# [WHAT THE TASK REQUIRES]
Some lines of these records may hold the word "main"; state how many, using only the number.

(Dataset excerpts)
________

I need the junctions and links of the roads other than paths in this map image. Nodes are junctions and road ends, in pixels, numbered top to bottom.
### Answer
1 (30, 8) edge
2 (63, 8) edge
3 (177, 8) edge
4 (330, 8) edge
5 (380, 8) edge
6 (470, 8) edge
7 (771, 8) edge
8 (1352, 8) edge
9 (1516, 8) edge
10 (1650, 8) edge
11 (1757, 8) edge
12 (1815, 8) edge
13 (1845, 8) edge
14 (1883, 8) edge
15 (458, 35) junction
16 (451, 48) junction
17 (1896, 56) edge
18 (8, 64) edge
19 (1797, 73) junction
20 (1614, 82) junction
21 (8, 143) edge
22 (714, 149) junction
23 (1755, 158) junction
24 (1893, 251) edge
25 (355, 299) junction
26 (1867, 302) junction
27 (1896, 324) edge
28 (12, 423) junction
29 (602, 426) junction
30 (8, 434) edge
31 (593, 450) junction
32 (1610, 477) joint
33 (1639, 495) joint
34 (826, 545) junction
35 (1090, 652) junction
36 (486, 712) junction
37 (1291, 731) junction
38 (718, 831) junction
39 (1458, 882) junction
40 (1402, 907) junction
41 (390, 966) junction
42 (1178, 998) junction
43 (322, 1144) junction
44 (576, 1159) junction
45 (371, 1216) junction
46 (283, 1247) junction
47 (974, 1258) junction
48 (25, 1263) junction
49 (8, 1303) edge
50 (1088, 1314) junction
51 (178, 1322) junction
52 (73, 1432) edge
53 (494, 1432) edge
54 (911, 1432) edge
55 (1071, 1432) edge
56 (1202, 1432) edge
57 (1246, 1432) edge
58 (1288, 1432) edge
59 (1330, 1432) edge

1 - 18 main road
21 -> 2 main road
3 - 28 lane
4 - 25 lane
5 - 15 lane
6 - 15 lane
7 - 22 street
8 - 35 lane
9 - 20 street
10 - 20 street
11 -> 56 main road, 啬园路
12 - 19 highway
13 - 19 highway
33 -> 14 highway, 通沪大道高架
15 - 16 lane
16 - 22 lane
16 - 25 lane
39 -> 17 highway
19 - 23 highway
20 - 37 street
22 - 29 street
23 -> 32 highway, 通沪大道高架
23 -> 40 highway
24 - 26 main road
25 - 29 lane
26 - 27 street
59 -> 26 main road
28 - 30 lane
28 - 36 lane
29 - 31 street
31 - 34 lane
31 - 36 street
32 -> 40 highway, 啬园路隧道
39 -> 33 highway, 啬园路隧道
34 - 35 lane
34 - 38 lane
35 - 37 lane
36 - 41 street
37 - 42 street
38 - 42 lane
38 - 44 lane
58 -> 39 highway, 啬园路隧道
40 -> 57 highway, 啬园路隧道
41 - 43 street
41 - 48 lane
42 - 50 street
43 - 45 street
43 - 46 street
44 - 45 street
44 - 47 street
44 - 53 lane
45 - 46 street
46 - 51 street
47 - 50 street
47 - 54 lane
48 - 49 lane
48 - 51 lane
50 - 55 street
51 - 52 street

________

# [SOLUTION]
5